We always see something like acquire-release in C++ atomics. Acquire can be roughly described as the combination of LoadLoad and LoadStore barrier; and Release can be described as the combination of LoadStore and StoreStore barrier.
Memory Model of CPU¶
Granted, there are 4 types of re-ordering, but not all CPUs allow all 4 re-ordering. The restrictions of re-ordering is called the memory model of CPU.
We discuss models from the weakest to the strongest.
A classical example of weak memory model is: https://www.cs.umd.edu/~pugh/java/memoryModel/AlphaReordering.html.
Weakest memory model allows all kinds of re-ordering.
ARM has stronger model, but still classified as weak-order model.

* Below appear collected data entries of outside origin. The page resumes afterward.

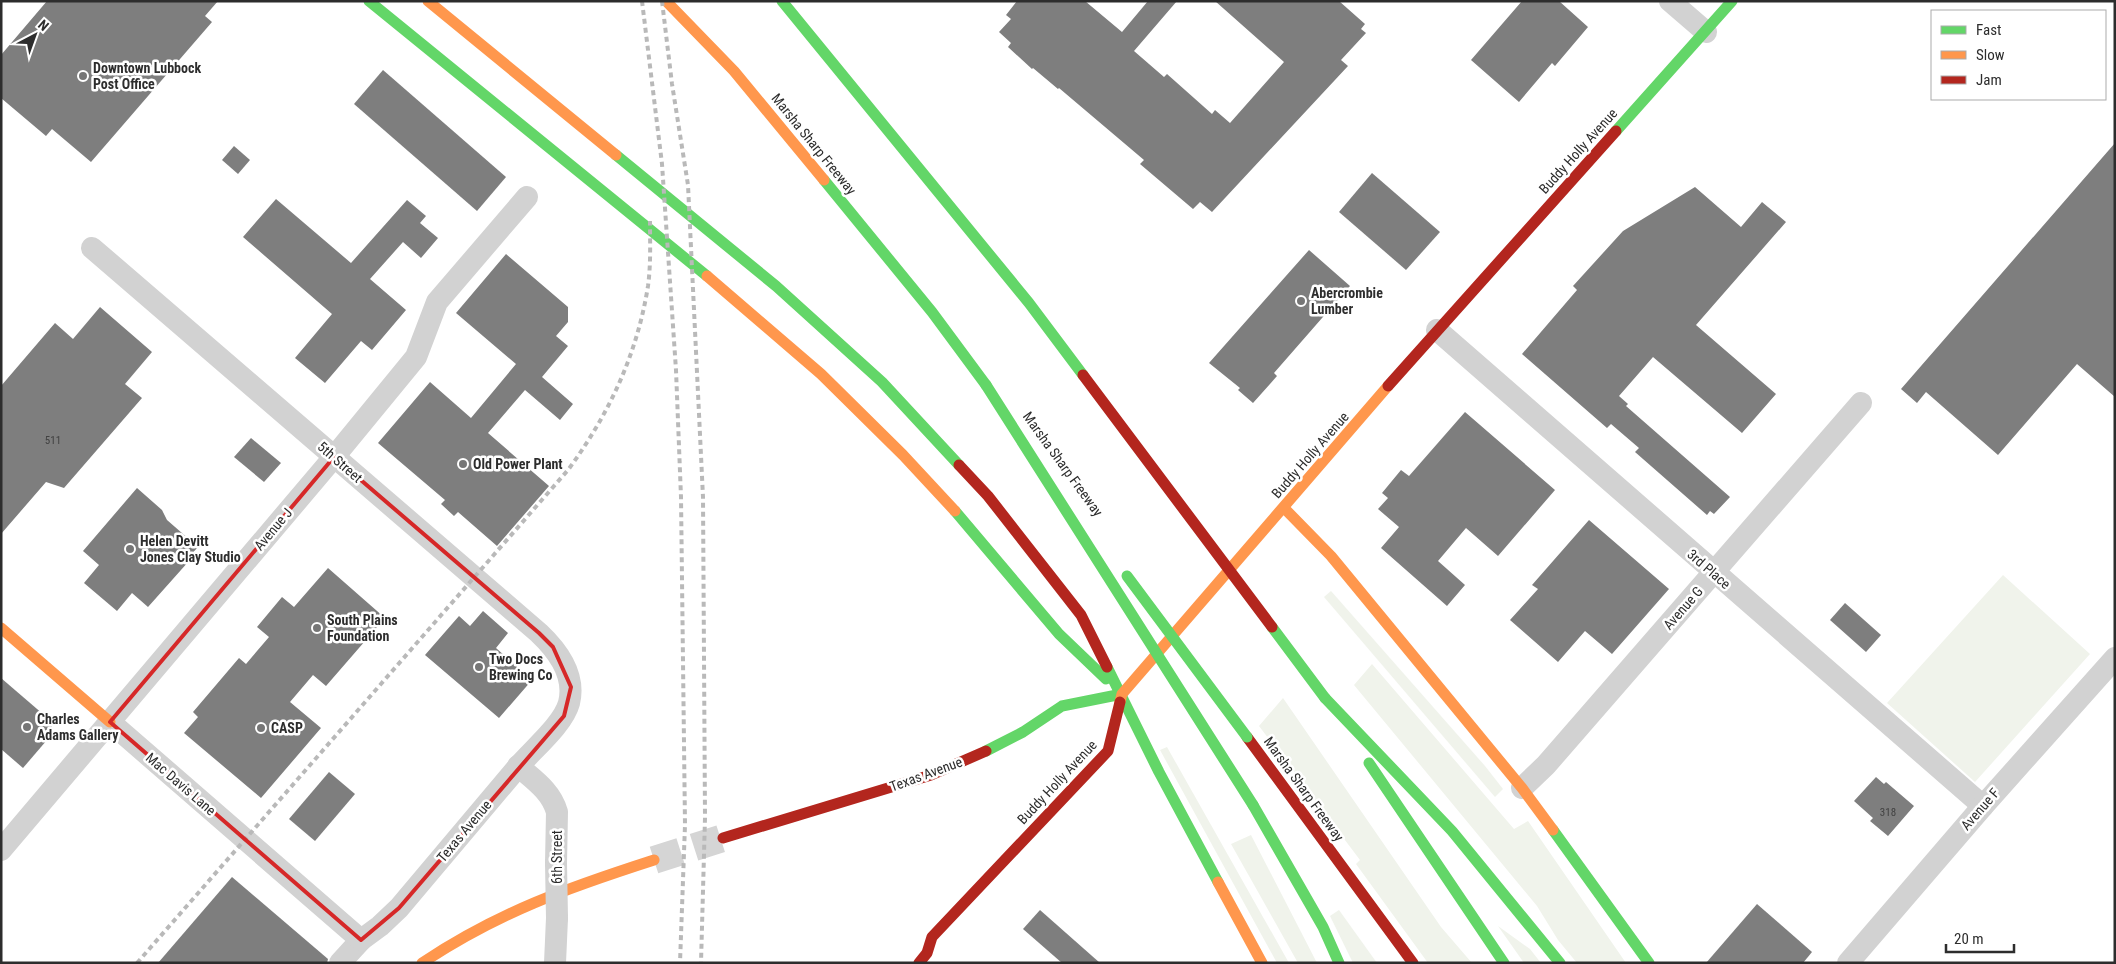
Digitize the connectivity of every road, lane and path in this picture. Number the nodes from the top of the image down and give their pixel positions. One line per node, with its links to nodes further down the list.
1 (369, 1): 21 (main road)
2 (428, 1): 21 (main road)
3 (666, 1): 11 (main road, Marsha Sharp Freeway)
4 (782, 1): 22 (main road, bridge)
5 (1670, 1): 7 (street)
6 (1732, 1): 7 (main road, Buddy Holly Avenue)
7 (1706, 32): 10 (main road, Buddy Holly Avenue)
8 (527, 197): 13 (street, Avenue J)
9 (92, 248): 13 (street, 5th Street)
10 (1436, 330): 14 (main road, Buddy Holly Avenue); 17 (street, 3rd Place)
11 (986, 385): 15 (main road, Marsha Sharp Freeway, bridge); 38 (main road, bridge)
12 (1861, 403): 17 (street, Avenue G)
13 (334, 457): 20 (street, 5th Street); 23 (street, Avenue J)
14 (1284, 508): 21 (main road, Buddy Holly Avenue); 25 (main road)
15 (1081, 513)
16 (1122, 569): 39 (main road, Marsha Sharp Freeway, bridge)
17 (1713, 573): 25 (street, Avenue G); 26 (street, 3rd Place)
18 (1, 628): 23 (main road, Mac Davis Lane)
19 (2115, 658): 26 (street, Avenue F)
20 (571, 687): 24 (street, Texas Avenue)
21 (1122, 694): 27 (main road, Texas Avenue); 30 (main road, Buddy Holly Avenue); 37 (main road)
22 (1325, 698): 40 (main road); 41 (main road)
23 (110, 722): 28 (street, Avenue J); 31 (street, Mac Davis Lane)
24 (518, 766): 31 (street, Texas Avenue); 35 (street, 6th Street, bridge)
25 (1522, 788): 42 (main road)
26 (1983, 806): 43 (street, Avenue F)
27 (723, 838)
28 (1, 850)
29 (654, 860): 34 (main road)
30 (932, 937): 32 (main road, Buddy Holly Avenue); 36 (main road, Buddy Holly Avenue)
31 (361, 940): 33 (street, Texas Avenue)
32 (916, 944)
33 (340, 963)
34 (422, 963)
35 (555, 963)
36 (919, 963)
37 (1262, 963)
38 (1339, 963)
39 (1414, 963)
40 (1504, 963)
41 (1560, 963)
42 (1649, 963)
43 (1848, 963)

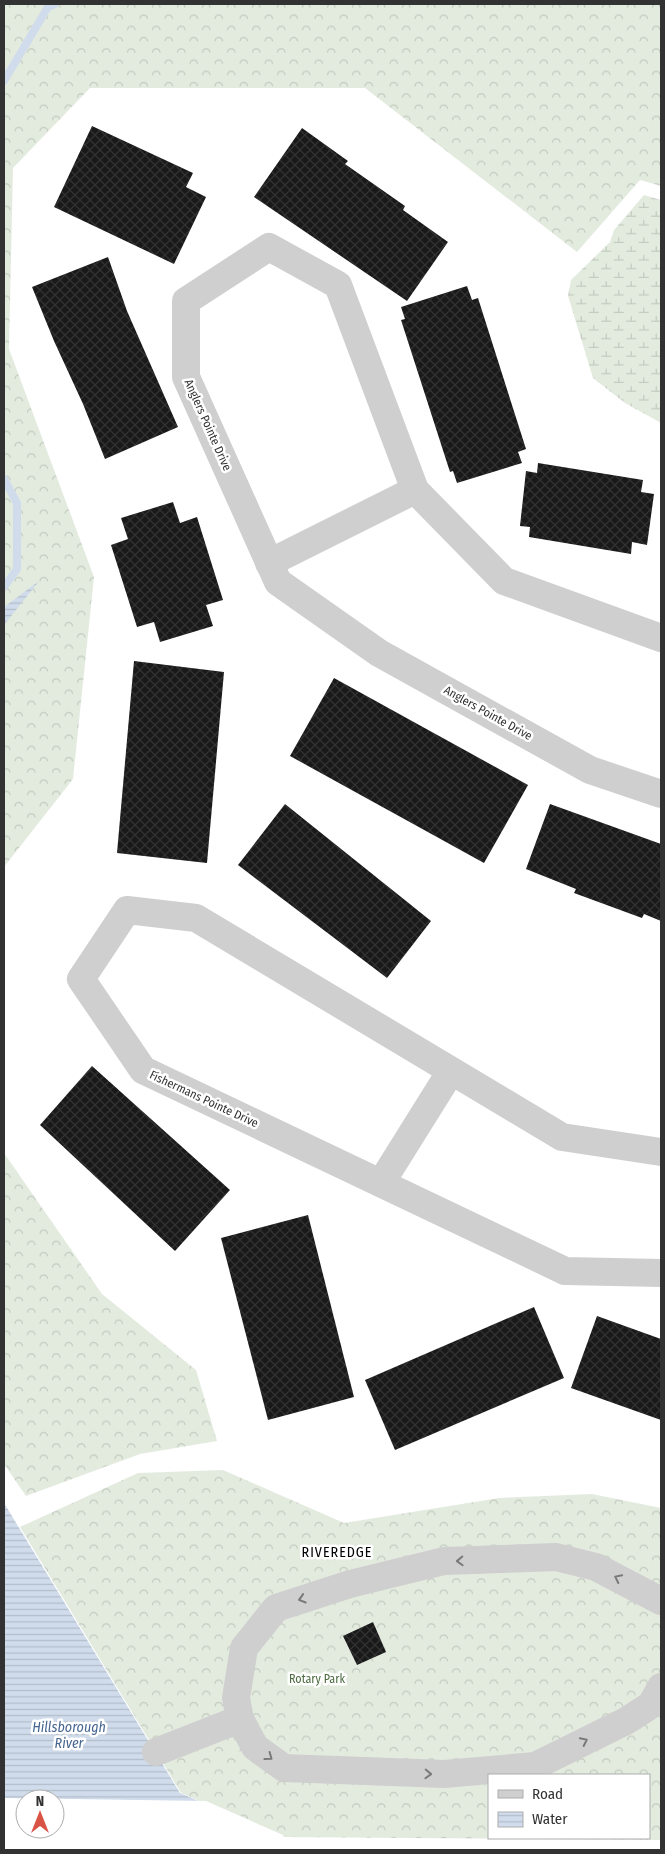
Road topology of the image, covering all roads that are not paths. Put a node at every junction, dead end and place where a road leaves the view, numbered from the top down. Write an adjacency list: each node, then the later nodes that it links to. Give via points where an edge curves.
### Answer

It guarantees order with data dependencies. For example, the expression A->b
, it's guaranteed that b
is at least as new as A
.
x86 is a strong-order model. None of LoadLoad, LoadStore, or StoreStore are allowed, which means basically instructions on x86 themselves are using acquire-release semantic naturally.
But, StoreLoad re-ordering is still possible: https://github.com/27rabbitlt/memory_order_test_demo/blob/main/test_arm_store_load_reorder.cpp
Another interesting demo that shows some re-ordering won't happen on x86 but will on ARM is: https://github.com/27rabbitlt/memory_order_test_demo/blob/main/test_arm_store_load_reorder.cpp
Let's look at this snippet:
void increase1000000() {
int count = 0;
while (count < 10000000) {
int expected = 0;
if (flag.compare_exchange_strong(expected, 1, std::memory_order_relaxed)) {
sharedVar++;
flag.store(0, std::memory_order_relaxed);
count++;
}
}
}
When two threads executing this function at the same time on ARM platform, Apple Silcon for example, it's possible that the final result of
sharedVar
is not 2000000.
Here sharedVar
is a shared variable and flag
is an atomic integer.
This piece of code intends to achieve the same functionality as a mutex lock without using any kind of lock. So here flag is like a mutex variable, and it is partially true that at the same time there will be only one thread to be able to get in this if
statement.
Wait, it's only partially true, why?
In fact, it's possible for ARM CPU to swap the Store of flag.store(0)
and sharedVar++
. So it might happen, though with low probability, that flag
has already been set to 0 but the shared variable hasn't been changed, thus the modification of shared variable might be covered.